(Saved data entries)
=== Section Start ===

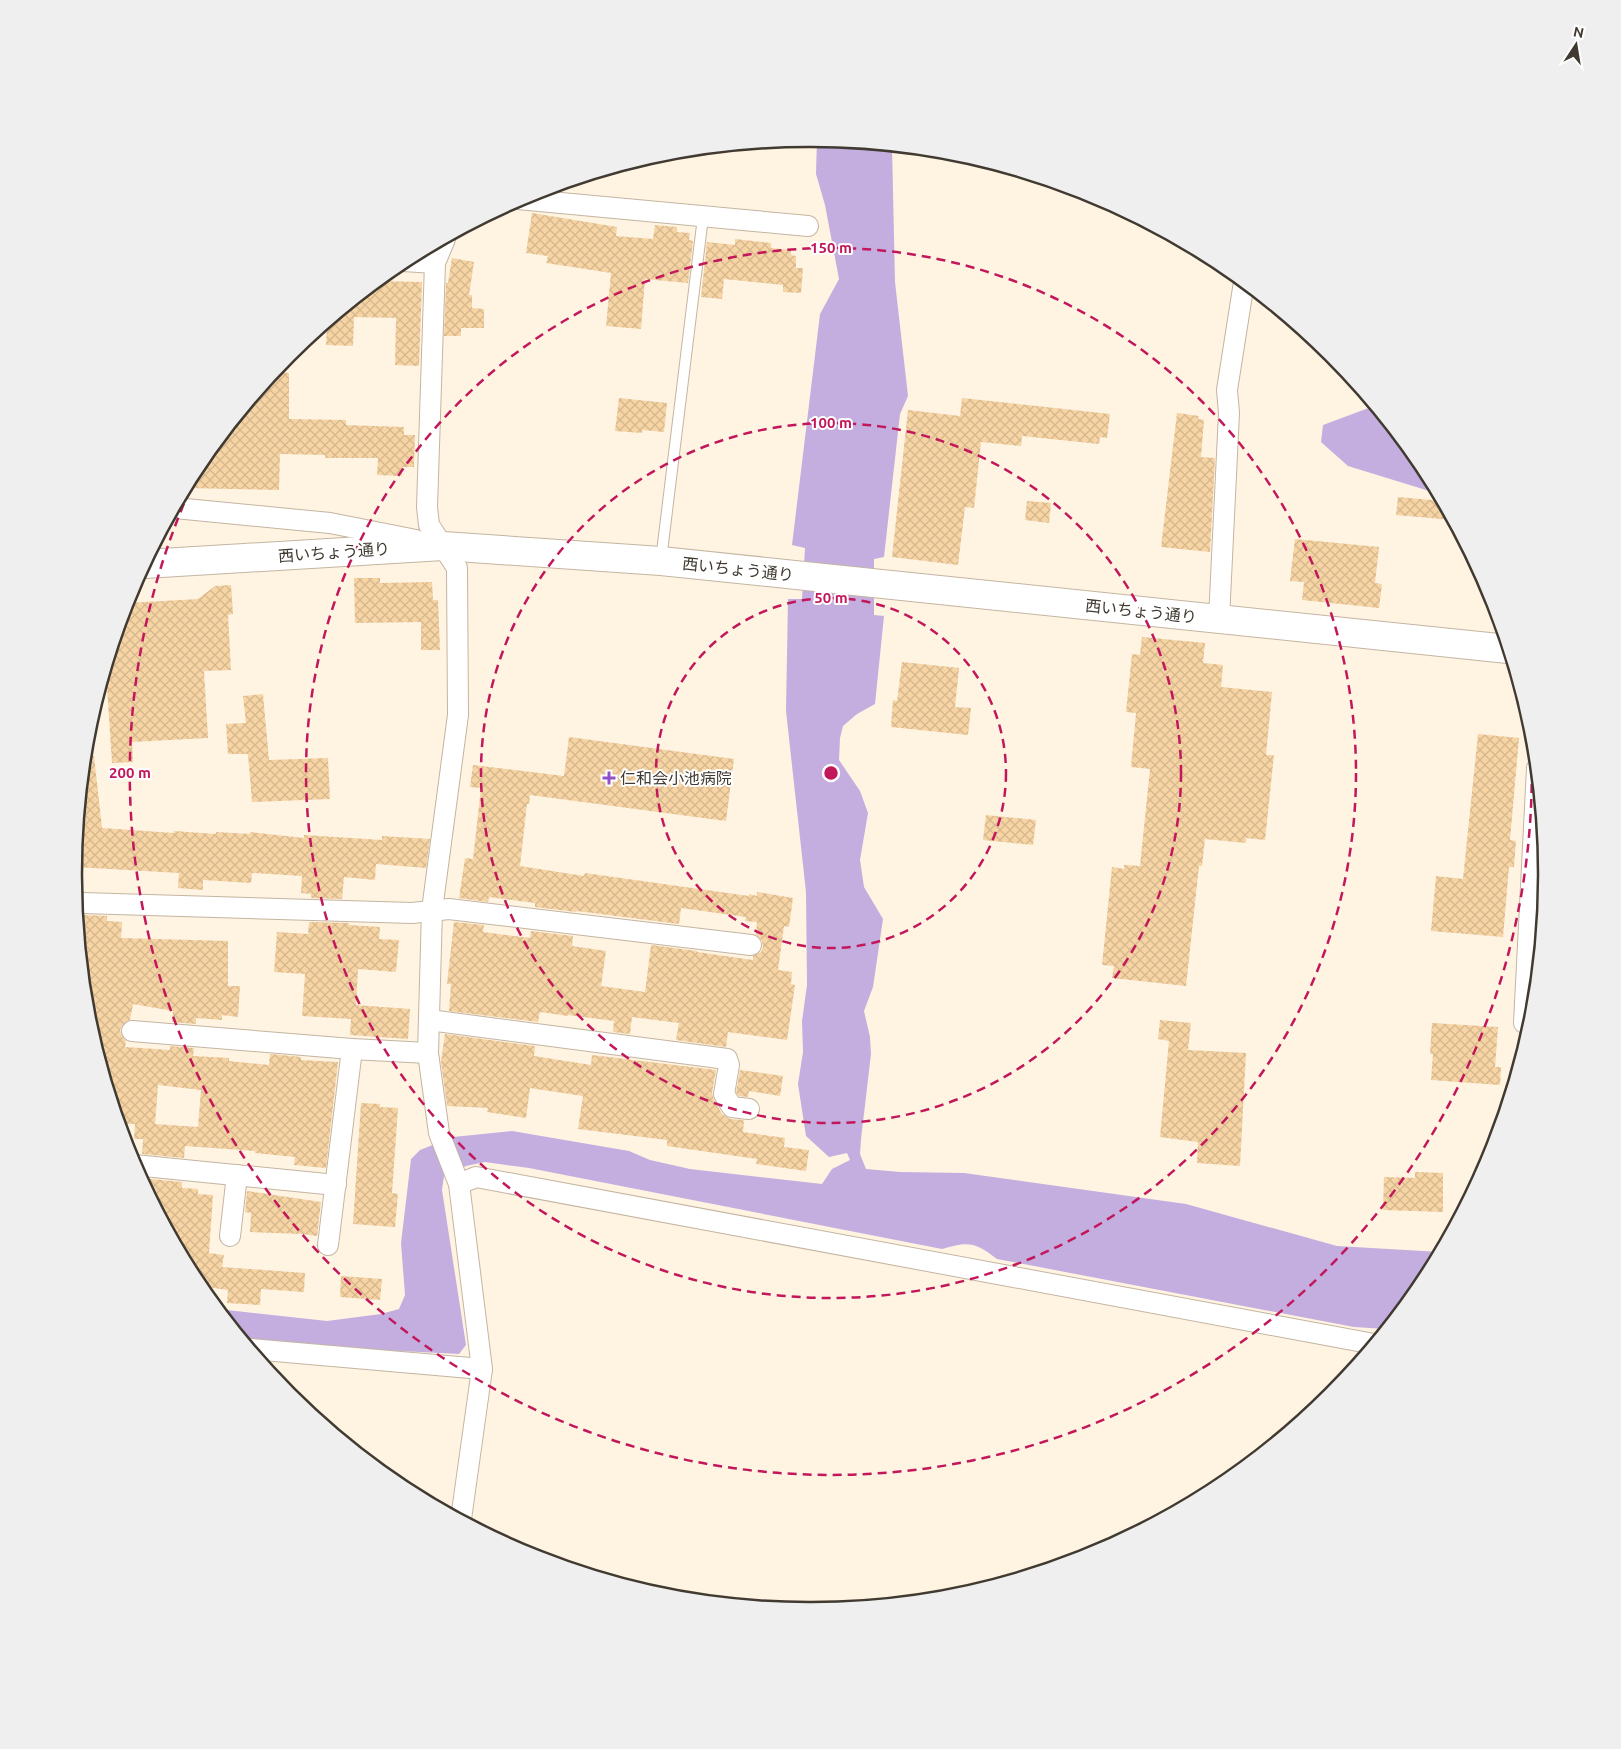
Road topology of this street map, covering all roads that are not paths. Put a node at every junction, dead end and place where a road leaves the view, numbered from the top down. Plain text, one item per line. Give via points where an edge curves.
1 (536, 201) edge
2 (703, 216) junction
3 (808, 226) dead end
4 (441, 248) edge
5 (418, 262) edge
6 (435, 263) junction
7 (1243, 289) edge
8 (181, 509) edge
9 (443, 546) junction
10 (661, 561) junction
11 (153, 564) edge
12 (1218, 619) junction
13 (1503, 648) edge
14 (1535, 808) edge
15 (83, 902) edge
16 (432, 910) junction
17 (751, 945) dead end
18 (429, 1020) junction
19 (1524, 1020) edge
20 (132, 1031) dead end
21 (352, 1049) junction
22 (428, 1053) junction
23 (749, 1109) dead end
24 (144, 1166) edge
25 (237, 1175) junction
26 (460, 1184) junction
27 (336, 1185) junction
28 (230, 1236) dead end
29 (328, 1245) dead end
30 (1368, 1343) edge
31 (259, 1350) edge
32 (482, 1369) junction
33 (462, 1513) edge

1 - 2 street
2 - 3 street
2 - 10 lane
4 - 6 street
5 - 6 street
6 - 9 street via 426,507 429,525
7 - 12 street via 1227,390 1229,413
8 - 9 street via 330,523
9 - 10 highway, 西いちょう通り
9 - 11 highway, 西いちょう通り
9 - 16 street via 457,568 458,715
10 - 12 highway, 西いちょう通り
12 - 13 highway, 西いちょう通り
14 - 19 street
15 - 16 street via 412,913
16 - 17 street via 449,909
16 - 18 street
18 - 22 street
18 - 23 street via 727,1059 729,1065 724,1094 732,1106
20 - 21 street
21 - 22 street
21 - 27 street
22 - 26 street via 439,1133
24 - 25 street
25 - 27 street
25 - 28 street
26 - 30 street via 476,1177
26 - 32 street
27 - 29 street
31 - 32 street
32 - 33 street

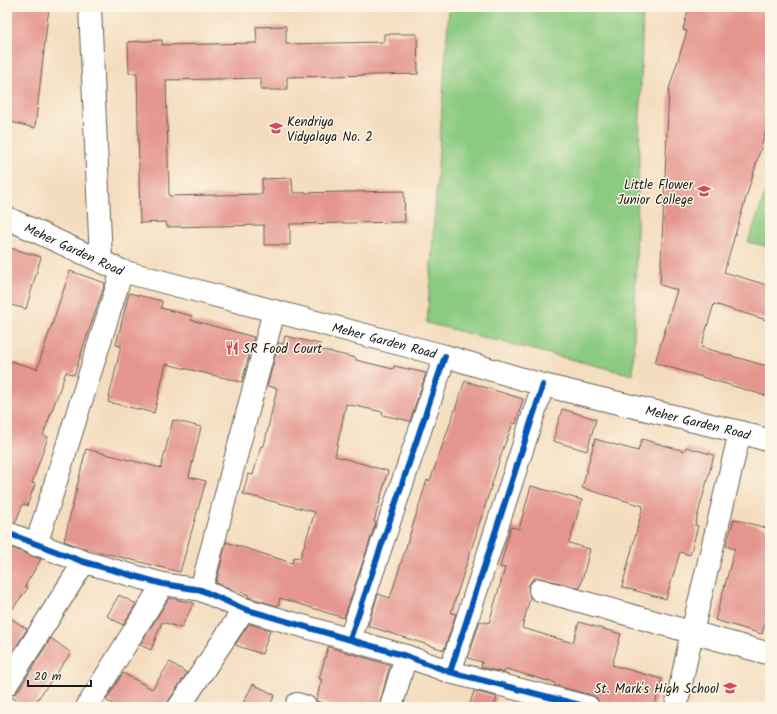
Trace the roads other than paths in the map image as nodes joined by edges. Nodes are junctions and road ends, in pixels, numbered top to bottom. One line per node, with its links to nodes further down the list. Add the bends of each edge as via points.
1 (90, 7): 3 (street)
2 (7, 218): 3 (street, Meher Garden Road)
3 (101, 260): 4 (street, Meher Garden Road)
4 (122, 271): 5 (street, Meher Garden Road); 11 (street)
5 (274, 311): 6 (street, Meher Garden Road); 14 (street)
6 (445, 356): 7 (street, Meher Garden Road); 18 (street)
7 (542, 385): 8 (street, Meher Garden Road); 21 (street)
8 (740, 432): 9 (street, Meher Garden Road); 17 (street)
9 (770, 441)
10 (9, 537): 11 (street)
11 (36, 545): 12 (street)
12 (84, 562): 13 (street); 22 (street)
13 (163, 584): 14 (street); 24 (street)
14 (200, 590): 16 (street)
15 (540, 590): 17 (street)
16 (244, 609): 18 (street); 25 (street)
17 (692, 632): 19 (street); 28 (street)
18 (350, 639): 20 (street)
19 (770, 654)
20 (406, 656): 21 (street); 26 (street)
21 (450, 672): 23 (street)
22 (7, 684)
23 (541, 701): 27 (street)
24 (87, 707)
25 (179, 707)
26 (391, 707)
27 (588, 707)
28 (676, 707)

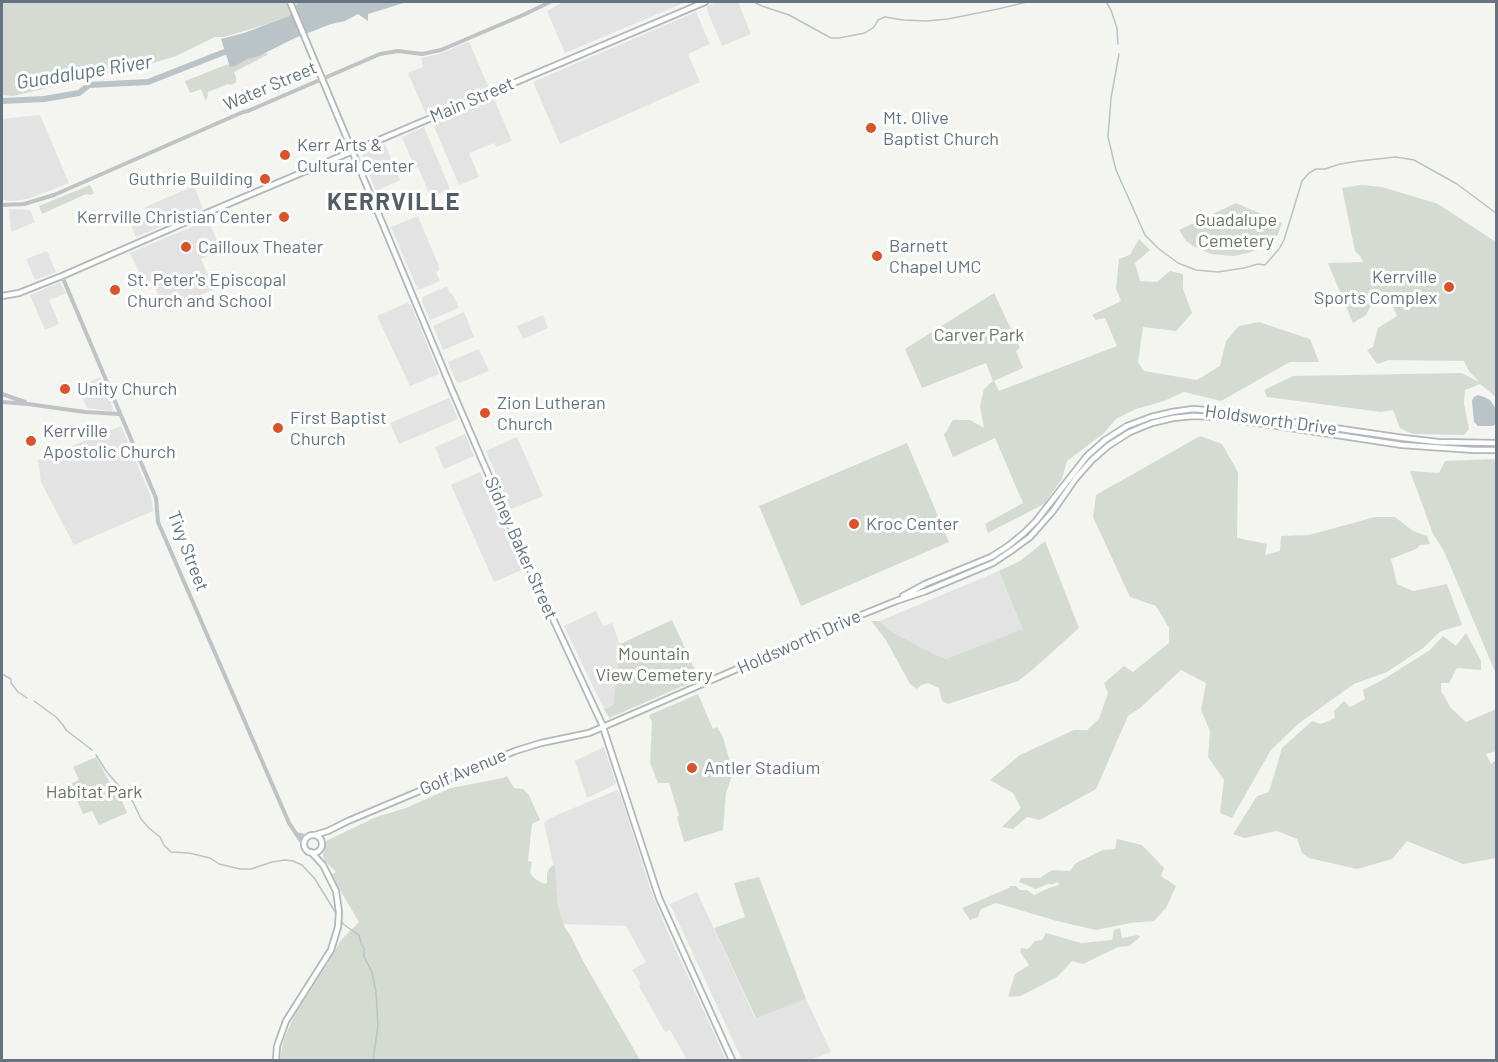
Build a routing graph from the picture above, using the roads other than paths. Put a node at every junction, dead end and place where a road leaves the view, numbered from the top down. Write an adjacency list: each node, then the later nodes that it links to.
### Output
1 (290, 2): 5 (main road, Sidney Baker Street)
2 (550, 2): 5 (street, Water Street)
3 (705, 2): 4 (main road, Main Street)
4 (697, 3): 6 (main road, Main Street)
5 (322, 79): 6 (main road, Sidney Baker Street); 7 (street, Water Street)
6 (352, 151): 8 (main road, Main Street); 19 (main road, Sidney Baker Street)
7 (2, 204)
8 (62, 276): 9 (main road, Main Street); 13 (street, Tivy Street)
9 (4, 296)
10 (2, 394): 12 (street)
11 (2, 402): 12 (street)
12 (28, 404): 13 (street)
13 (120, 414): 21 (street, Tivy Street)
14 (1294, 422): 15 (main road); 16 (main road, Holdsworth Drive); 18 (main road, Holdsworth Drive)
15 (1293, 429): 17 (main road, Holdsworth Drive); 18 (main road, Holdsworth Drive)
16 (1497, 443)
17 (1497, 450)
18 (896, 601): 19 (main road, Holdsworth Drive)
19 (603, 727): 20 (main road, Golf Avenue); 29 (main road, Sidney Baker Street)
20 (328, 831): 22 (main road, Golf Avenue); 24 (main road)
21 (295, 833): 23 (street); 25 (street, Tivy Street)
22 (315, 836): 23 (main road); 24 (main road)
23 (308, 837): 25 (main road)
24 (321, 845): 26 (main road); 27 (main road)
25 (304, 847): 26 (main road)
26 (311, 852): 27 (main road)
27 (323, 865): 28 (main road)
28 (276, 1060)
29 (732, 1060)

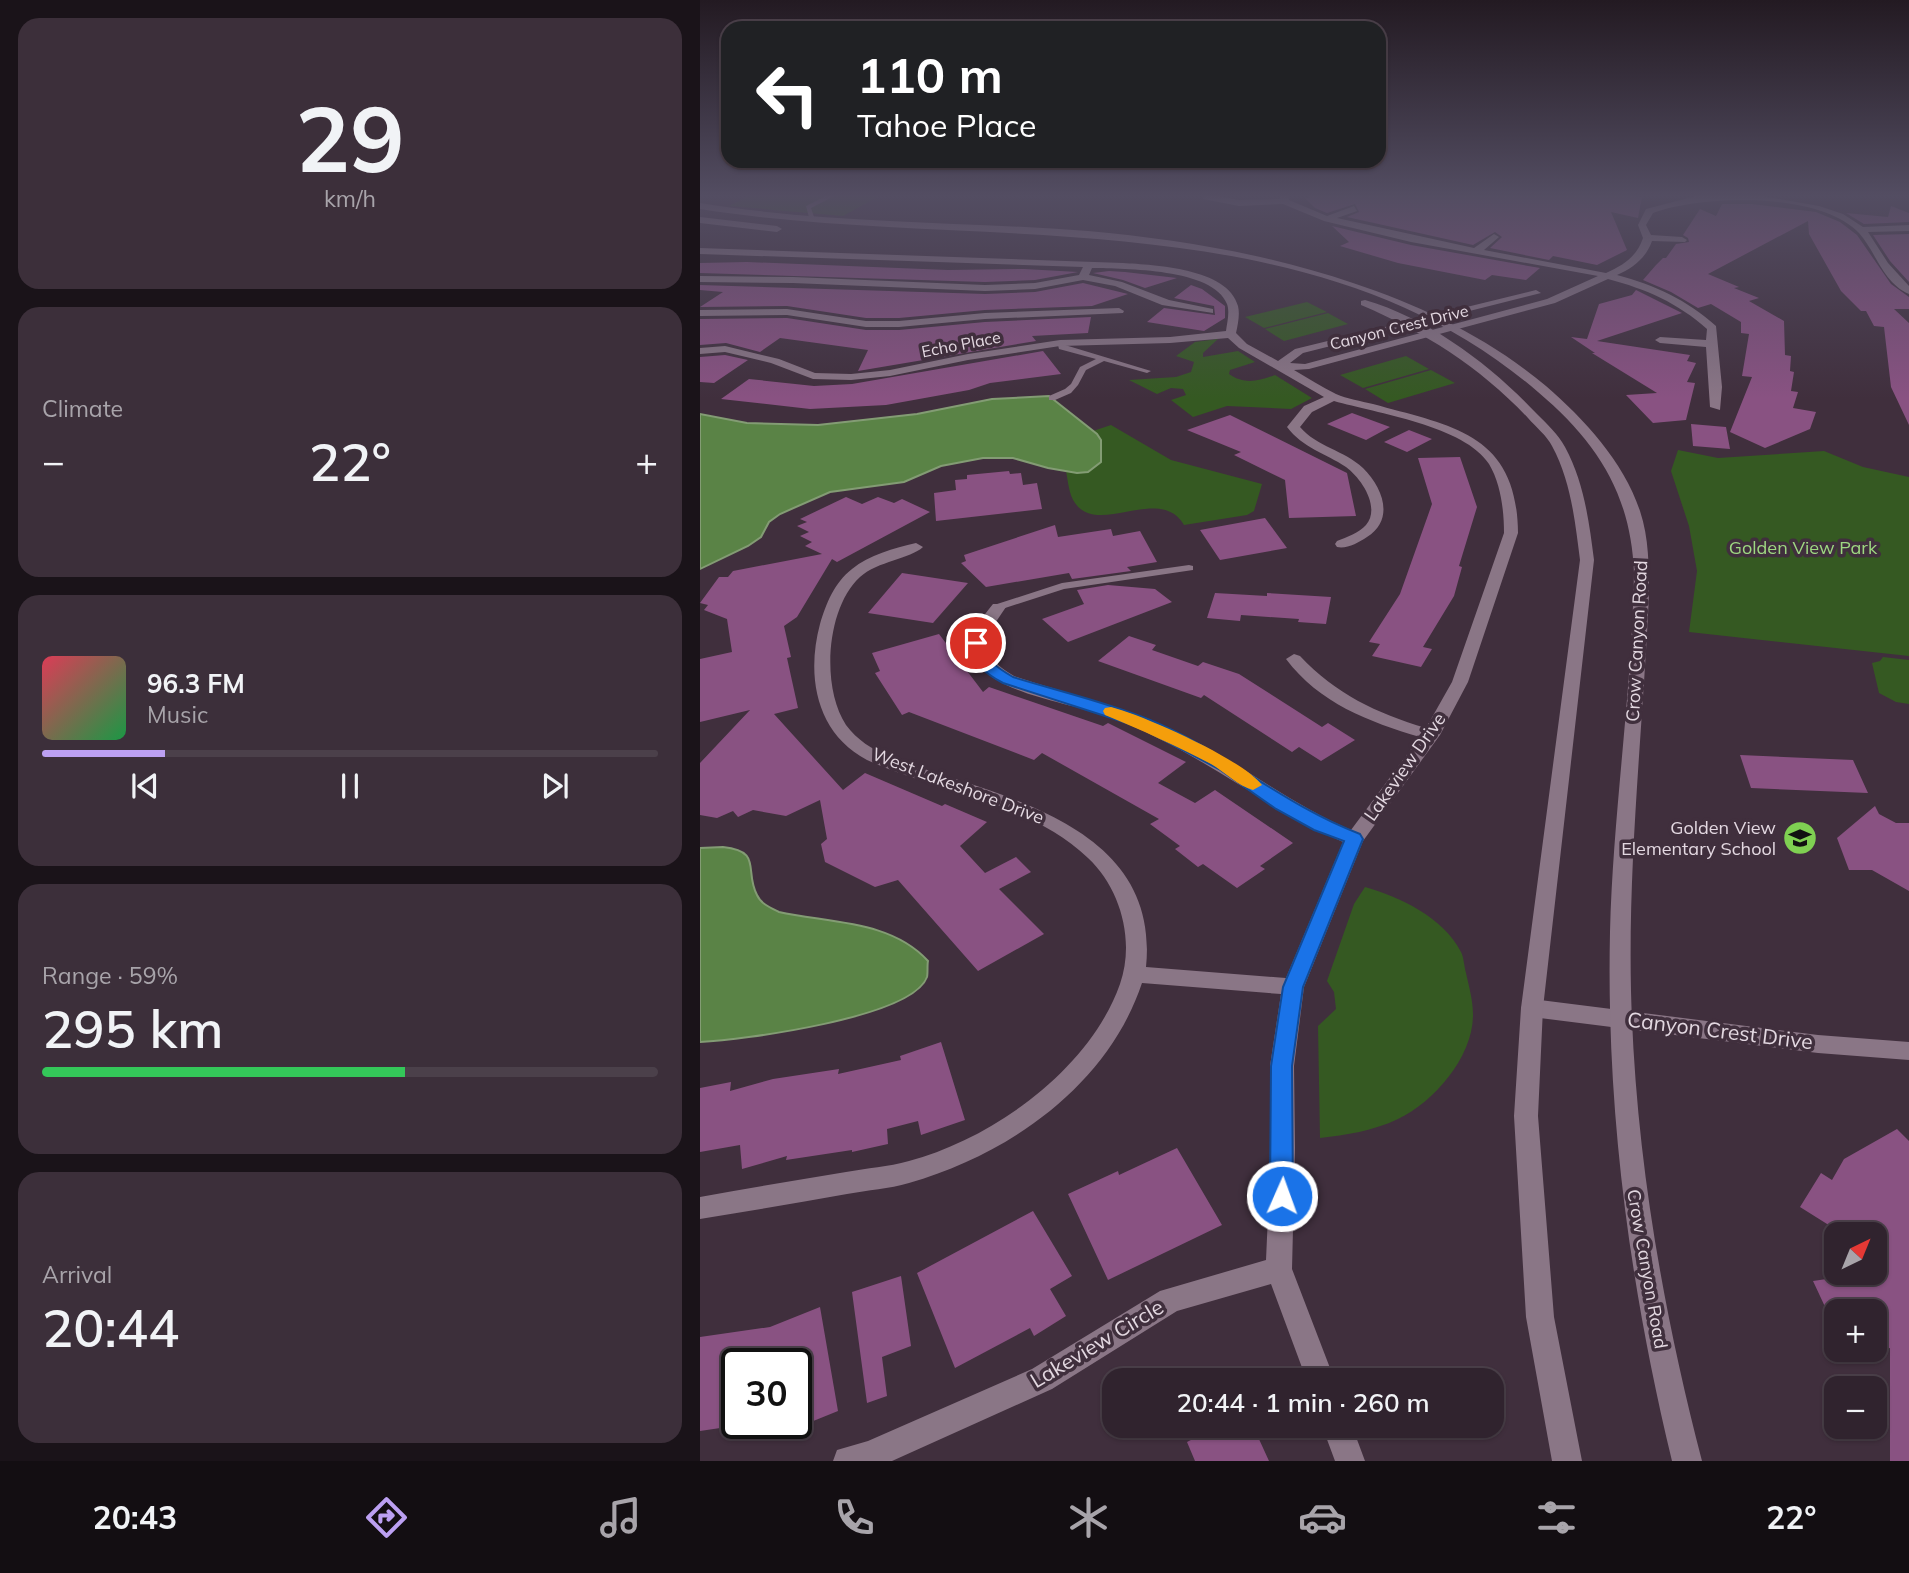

=== Section End ===

## HOW TO COMPLETE THIS TASK
Above are the records; return the lines in them from the one with "Trace the roads" to the one with "Build a routing", inclusive, exactly and without images.

## RESULT OF THE TASK
Trace the roads other than paths in the map image as nodes joined by edges. Nodes are junctions and road ends, in pixels, numbered top to bottom. One line per node, with its links to nodes further down the list. Add the bends of each edge as via points.
1 (90, 7): 3 (street)
2 (7, 218): 3 (street, Meher Garden Road)
3 (101, 260): 4 (street, Meher Garden Road)
4 (122, 271): 5 (street, Meher Garden Road); 11 (street)
5 (274, 311): 6 (street, Meher Garden Road); 14 (street)
6 (445, 356): 7 (street, Meher Garden Road); 18 (street)
7 (542, 385): 8 (street, Meher Garden Road); 21 (street)
8 (740, 432): 9 (street, Meher Garden Road); 17 (street)
9 (770, 441)
10 (9, 537): 11 (street)
11 (36, 545): 12 (street)
12 (84, 562): 13 (street); 22 (street)
13 (163, 584): 14 (street); 24 (street)
14 (200, 590): 16 (street)
15 (540, 590): 17 (street)
16 (244, 609): 18 (street); 25 (street)
17 (692, 632): 19 (street); 28 (street)
18 (350, 639): 20 (street)
19 (770, 654)
20 (406, 656): 21 (street); 26 (street)
21 (450, 672): 23 (street)
22 (7, 684)
23 (541, 701): 27 (street)
24 (87, 707)
25 (179, 707)
26 (391, 707)
27 (588, 707)
28 (676, 707)

Build a routing graph from the picture above, using the roads other than paths. Put a node at every junction, dead end and place where a road leaves the view, numbered from the top down. Write an adjacency list: each node, then the later nodes that it links to.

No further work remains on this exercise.